**Extracted records**.
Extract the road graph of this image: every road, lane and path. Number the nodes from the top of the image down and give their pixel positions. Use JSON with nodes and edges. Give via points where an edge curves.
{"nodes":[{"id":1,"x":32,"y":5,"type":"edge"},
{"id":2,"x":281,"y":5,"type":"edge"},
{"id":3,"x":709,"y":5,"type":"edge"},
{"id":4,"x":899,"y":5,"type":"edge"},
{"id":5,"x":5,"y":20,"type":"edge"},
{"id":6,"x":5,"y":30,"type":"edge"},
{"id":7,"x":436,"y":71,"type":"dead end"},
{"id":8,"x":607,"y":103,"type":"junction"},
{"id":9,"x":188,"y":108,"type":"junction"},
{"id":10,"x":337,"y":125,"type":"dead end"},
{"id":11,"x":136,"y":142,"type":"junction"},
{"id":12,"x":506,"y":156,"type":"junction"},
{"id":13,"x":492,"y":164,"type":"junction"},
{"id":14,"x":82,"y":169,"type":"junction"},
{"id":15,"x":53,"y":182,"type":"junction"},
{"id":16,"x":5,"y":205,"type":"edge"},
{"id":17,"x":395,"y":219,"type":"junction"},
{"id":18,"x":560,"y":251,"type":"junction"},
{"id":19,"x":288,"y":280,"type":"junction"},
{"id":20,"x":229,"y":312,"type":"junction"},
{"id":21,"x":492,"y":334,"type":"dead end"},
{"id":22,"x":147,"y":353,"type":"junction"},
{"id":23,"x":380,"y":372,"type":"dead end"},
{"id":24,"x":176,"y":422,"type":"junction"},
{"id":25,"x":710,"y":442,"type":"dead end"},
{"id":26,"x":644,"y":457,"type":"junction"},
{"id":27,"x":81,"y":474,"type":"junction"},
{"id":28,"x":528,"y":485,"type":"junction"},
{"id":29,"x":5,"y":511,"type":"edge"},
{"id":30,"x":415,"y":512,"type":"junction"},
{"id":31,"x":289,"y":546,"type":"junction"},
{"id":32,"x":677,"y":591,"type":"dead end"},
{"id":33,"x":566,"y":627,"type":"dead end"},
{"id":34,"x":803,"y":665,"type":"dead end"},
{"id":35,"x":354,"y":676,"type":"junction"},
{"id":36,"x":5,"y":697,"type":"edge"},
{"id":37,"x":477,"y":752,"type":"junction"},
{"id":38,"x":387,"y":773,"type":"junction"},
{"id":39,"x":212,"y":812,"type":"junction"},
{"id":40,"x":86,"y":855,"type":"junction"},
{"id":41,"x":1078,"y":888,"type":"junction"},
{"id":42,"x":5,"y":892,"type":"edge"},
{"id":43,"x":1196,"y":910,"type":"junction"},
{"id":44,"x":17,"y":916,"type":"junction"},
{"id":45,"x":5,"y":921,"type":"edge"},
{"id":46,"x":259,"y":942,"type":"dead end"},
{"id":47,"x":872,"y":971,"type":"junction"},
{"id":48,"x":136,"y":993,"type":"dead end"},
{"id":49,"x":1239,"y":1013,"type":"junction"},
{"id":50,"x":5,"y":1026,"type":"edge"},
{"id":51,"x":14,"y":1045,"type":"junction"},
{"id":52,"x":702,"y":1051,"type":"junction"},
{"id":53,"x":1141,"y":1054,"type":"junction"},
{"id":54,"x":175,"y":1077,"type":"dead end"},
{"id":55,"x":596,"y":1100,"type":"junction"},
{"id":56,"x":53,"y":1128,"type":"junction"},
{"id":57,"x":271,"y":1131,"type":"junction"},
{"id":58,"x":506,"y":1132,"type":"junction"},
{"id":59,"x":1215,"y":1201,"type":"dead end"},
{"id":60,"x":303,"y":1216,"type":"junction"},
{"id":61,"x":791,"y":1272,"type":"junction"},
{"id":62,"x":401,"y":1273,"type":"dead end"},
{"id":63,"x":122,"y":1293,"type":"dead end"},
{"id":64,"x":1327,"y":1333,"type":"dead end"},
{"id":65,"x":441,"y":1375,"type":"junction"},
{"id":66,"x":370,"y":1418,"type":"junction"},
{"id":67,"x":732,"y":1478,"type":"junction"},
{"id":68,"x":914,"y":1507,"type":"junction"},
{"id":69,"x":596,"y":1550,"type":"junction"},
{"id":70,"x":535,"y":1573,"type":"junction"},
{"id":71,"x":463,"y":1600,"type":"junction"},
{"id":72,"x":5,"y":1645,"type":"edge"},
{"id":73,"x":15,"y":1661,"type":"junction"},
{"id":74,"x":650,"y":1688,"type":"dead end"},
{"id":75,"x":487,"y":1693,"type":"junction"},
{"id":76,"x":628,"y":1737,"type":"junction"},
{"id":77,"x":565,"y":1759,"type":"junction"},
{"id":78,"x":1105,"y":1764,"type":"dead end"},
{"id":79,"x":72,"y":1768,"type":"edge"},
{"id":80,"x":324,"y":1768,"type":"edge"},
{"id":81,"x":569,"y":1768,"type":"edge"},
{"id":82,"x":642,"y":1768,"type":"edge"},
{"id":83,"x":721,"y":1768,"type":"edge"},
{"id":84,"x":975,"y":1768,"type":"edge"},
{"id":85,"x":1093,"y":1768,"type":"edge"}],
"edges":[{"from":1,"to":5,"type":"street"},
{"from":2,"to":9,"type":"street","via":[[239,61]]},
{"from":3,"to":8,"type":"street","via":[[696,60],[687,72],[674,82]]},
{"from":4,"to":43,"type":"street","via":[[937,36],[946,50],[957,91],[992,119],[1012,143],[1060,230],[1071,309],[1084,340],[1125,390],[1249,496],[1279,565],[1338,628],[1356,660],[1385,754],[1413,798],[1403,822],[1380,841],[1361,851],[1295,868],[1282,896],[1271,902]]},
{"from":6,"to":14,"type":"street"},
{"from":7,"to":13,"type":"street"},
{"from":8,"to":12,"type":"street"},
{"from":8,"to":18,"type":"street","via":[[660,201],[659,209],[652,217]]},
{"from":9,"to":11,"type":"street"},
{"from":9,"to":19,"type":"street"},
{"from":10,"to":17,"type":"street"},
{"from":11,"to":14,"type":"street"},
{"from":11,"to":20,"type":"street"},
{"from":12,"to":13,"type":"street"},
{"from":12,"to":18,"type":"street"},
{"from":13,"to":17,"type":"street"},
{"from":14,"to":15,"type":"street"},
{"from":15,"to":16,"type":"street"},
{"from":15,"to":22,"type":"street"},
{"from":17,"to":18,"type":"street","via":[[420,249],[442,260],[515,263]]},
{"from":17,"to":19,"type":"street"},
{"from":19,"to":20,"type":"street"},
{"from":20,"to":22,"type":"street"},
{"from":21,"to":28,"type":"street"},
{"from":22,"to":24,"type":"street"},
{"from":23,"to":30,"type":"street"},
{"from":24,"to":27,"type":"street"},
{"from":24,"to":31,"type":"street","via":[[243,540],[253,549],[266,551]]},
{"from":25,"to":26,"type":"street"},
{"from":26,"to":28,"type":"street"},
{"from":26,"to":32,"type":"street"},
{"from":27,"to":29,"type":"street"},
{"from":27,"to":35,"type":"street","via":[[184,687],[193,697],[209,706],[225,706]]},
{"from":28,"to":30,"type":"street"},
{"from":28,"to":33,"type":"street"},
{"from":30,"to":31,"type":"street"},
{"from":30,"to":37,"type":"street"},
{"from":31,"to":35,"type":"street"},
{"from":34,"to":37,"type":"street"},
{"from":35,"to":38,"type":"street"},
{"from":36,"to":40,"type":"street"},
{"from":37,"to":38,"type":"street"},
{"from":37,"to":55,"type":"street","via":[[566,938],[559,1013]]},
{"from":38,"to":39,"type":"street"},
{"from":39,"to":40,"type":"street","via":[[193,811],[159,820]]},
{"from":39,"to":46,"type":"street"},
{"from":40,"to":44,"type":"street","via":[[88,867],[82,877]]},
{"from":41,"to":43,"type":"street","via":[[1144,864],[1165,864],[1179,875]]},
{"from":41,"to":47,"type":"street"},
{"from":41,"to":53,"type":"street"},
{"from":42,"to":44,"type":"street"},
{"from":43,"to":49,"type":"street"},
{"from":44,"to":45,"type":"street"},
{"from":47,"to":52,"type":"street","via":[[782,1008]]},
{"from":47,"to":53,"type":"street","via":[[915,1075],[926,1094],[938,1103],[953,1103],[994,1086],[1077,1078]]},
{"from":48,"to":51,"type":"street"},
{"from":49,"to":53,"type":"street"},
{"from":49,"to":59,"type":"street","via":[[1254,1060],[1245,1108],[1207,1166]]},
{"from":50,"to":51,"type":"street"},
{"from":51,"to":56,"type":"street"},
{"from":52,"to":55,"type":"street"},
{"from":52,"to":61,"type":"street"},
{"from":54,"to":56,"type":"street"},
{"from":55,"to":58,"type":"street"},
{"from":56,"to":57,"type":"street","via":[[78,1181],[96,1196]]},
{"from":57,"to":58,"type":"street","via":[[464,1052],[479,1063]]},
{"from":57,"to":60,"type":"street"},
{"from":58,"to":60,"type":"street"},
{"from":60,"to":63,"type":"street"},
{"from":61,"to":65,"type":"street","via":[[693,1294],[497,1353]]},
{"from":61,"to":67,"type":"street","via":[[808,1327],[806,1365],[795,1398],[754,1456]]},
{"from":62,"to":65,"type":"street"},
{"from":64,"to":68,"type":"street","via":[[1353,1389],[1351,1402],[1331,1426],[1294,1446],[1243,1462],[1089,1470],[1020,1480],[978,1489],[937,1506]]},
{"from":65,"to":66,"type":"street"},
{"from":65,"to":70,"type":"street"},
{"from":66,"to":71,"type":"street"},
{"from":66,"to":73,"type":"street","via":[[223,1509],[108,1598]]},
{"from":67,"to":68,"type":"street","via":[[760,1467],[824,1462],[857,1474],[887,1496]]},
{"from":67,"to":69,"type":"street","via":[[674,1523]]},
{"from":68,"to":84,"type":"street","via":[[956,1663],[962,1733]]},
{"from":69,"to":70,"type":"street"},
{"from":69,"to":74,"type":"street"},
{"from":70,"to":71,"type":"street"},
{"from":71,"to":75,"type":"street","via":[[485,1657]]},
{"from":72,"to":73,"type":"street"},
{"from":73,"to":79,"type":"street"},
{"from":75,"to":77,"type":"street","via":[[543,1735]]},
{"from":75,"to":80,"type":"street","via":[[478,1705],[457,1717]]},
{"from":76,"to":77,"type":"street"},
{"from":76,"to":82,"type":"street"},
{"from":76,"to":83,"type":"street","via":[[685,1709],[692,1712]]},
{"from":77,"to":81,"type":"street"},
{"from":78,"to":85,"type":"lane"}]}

**Task description**.
Could you find each line in the entries that contains the string "nodes" and copy it?

**Written response**.
Extract the road graph of this image: every road, lane and path. Number the nodes from the top of the image down and give their pixel positions. Use JSON with nodes and edges. Give via points where an edge curves.
{"nodes":[{"id":1,"x":32,"y":5,"type":"edge"},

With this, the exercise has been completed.